## What is expected:
Read the data below line by line and copy each one with "bridge" in it.

## Exercise input:
####
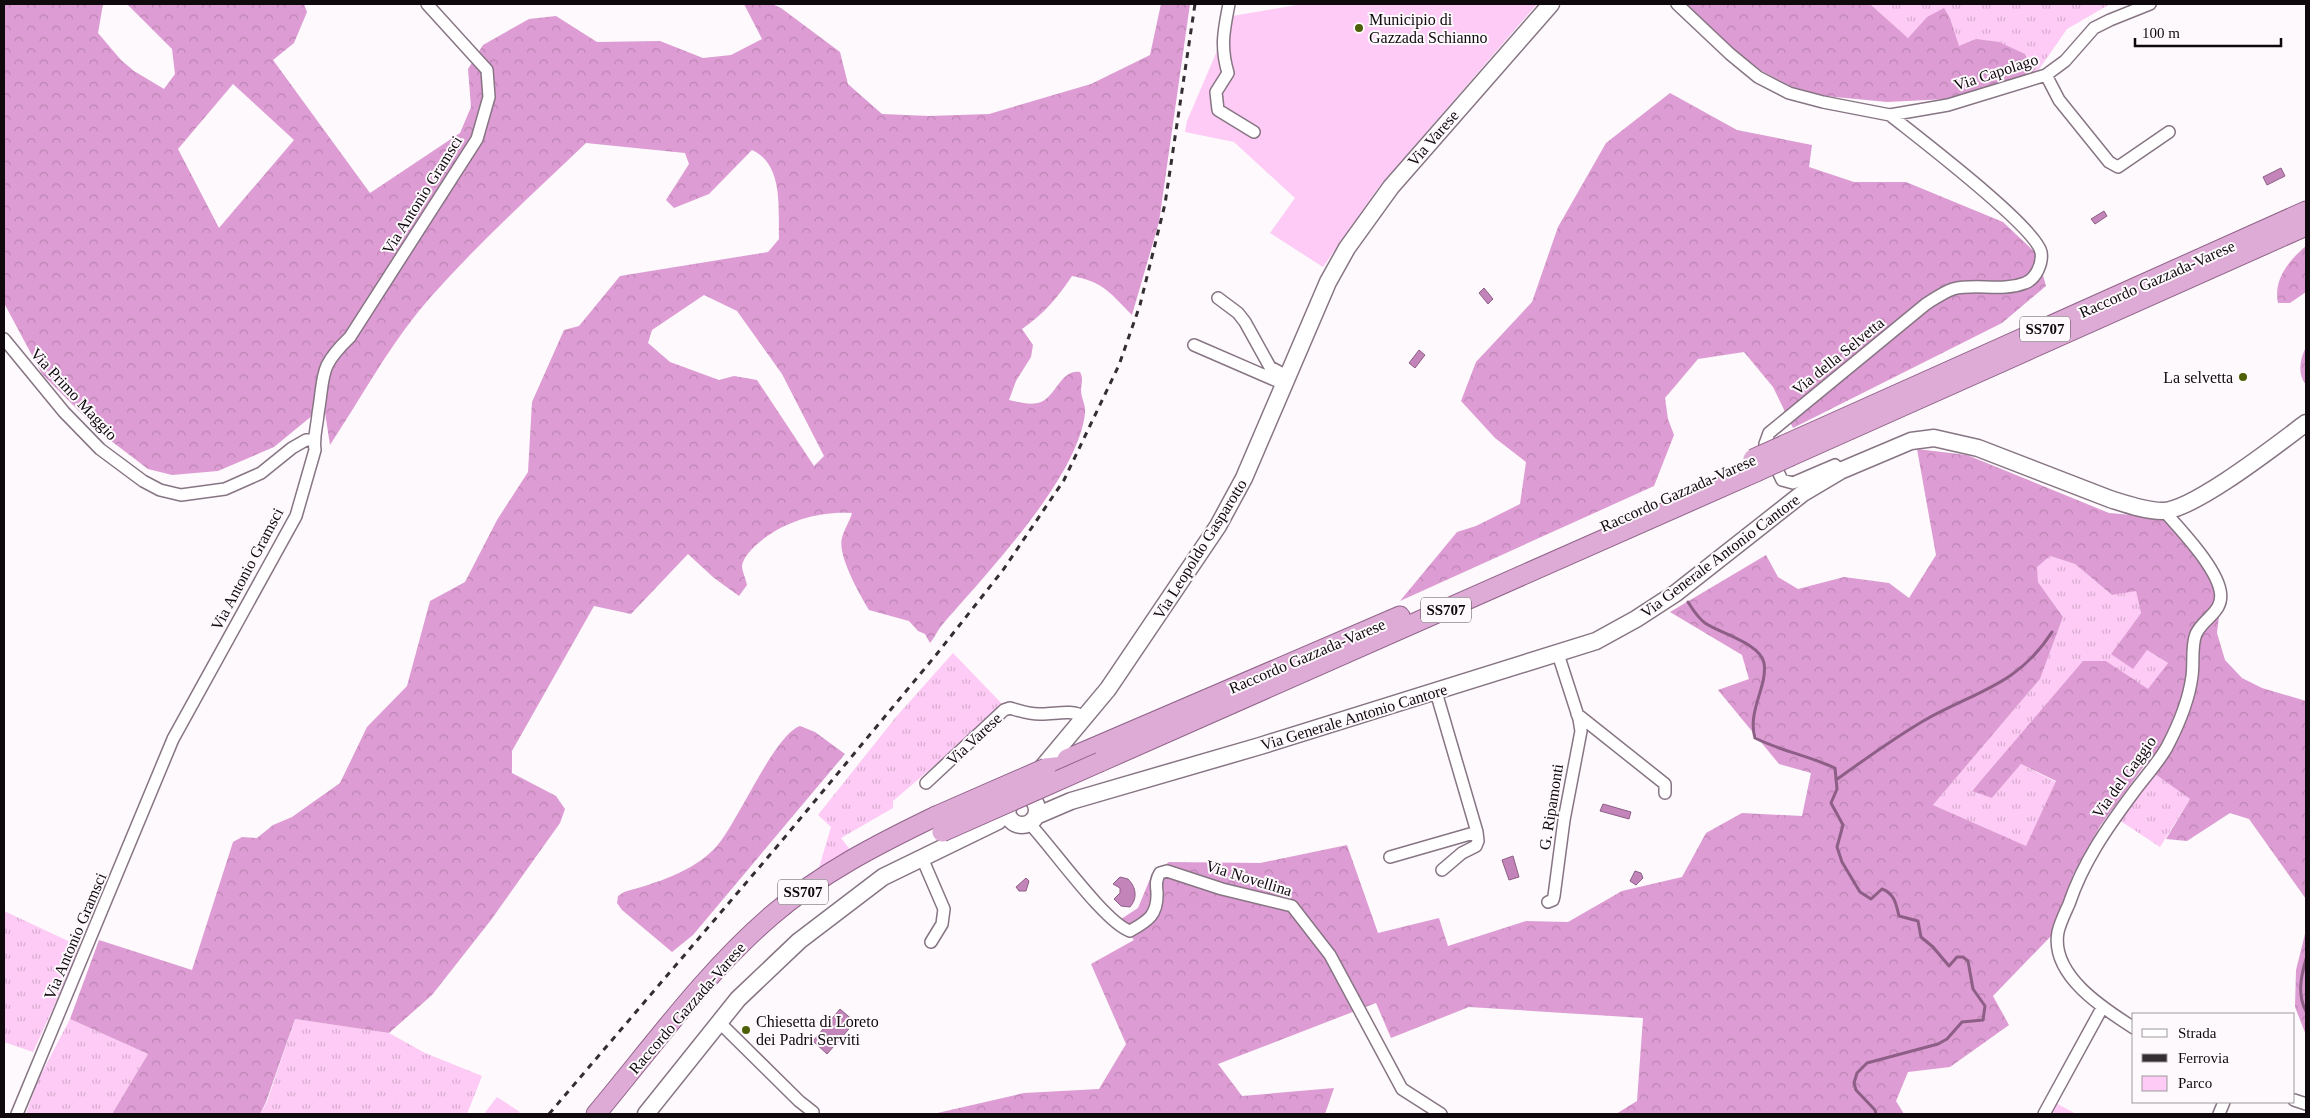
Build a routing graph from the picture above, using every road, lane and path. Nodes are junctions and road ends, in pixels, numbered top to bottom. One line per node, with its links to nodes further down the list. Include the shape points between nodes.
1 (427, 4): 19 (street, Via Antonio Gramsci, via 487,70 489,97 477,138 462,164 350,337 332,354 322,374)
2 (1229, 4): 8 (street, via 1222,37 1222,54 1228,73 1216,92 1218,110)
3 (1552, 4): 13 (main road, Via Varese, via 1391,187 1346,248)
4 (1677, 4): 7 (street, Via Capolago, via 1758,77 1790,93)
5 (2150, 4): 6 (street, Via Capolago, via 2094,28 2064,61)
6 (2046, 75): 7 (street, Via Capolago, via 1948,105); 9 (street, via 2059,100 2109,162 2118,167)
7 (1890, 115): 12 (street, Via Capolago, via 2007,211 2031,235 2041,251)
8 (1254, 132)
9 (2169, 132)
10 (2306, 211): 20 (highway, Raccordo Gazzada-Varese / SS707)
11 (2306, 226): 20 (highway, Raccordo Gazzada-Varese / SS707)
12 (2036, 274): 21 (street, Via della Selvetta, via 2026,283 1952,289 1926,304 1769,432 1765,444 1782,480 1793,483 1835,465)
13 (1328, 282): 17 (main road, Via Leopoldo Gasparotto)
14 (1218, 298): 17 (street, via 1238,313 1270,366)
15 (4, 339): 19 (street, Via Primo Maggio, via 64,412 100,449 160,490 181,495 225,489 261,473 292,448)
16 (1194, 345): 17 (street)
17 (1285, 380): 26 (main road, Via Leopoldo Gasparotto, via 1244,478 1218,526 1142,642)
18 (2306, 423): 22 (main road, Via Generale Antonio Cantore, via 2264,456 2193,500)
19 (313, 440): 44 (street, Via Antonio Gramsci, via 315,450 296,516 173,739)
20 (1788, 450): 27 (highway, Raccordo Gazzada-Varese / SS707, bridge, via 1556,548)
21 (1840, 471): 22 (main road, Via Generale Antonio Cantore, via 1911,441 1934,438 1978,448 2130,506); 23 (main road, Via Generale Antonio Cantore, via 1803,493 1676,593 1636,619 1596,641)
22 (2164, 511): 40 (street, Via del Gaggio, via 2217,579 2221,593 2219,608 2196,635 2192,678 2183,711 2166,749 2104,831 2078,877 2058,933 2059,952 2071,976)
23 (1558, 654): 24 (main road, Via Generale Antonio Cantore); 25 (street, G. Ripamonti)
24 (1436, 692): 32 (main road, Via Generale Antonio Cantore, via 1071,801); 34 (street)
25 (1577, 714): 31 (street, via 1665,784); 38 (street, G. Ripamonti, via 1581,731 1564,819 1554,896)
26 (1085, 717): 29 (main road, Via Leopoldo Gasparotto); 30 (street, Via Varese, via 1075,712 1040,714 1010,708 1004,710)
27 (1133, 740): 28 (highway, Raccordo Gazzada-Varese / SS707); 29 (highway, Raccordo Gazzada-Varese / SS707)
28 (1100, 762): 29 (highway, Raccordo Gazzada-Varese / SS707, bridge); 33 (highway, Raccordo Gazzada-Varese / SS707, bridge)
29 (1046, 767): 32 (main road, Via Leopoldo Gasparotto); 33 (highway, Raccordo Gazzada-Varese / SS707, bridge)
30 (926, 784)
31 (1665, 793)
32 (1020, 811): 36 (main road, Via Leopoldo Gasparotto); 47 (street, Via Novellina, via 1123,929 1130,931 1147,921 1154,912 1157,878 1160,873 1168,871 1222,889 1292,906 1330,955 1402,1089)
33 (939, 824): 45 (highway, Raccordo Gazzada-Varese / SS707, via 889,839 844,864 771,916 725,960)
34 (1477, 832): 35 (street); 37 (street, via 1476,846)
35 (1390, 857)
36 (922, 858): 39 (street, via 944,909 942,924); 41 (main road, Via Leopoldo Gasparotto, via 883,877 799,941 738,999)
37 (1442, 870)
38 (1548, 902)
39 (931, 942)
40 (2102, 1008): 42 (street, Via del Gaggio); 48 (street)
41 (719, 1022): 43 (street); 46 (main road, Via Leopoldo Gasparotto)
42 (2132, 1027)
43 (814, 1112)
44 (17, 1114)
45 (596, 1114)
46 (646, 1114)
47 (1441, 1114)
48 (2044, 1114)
####
## Answer box:
20 (1788, 450): 27 (highway, Raccordo Gazzada-Varese / SS707, bridge, via 1556,548)
28 (1100, 762): 29 (highway, Raccordo Gazzada-Varese / SS707, bridge); 33 (highway, Raccordo Gazzada-Varese / SS707, bridge)
29 (1046, 767): 32 (main road, Via Leopoldo Gasparotto); 33 (highway, Raccordo Gazzada-Varese / SS707, bridge)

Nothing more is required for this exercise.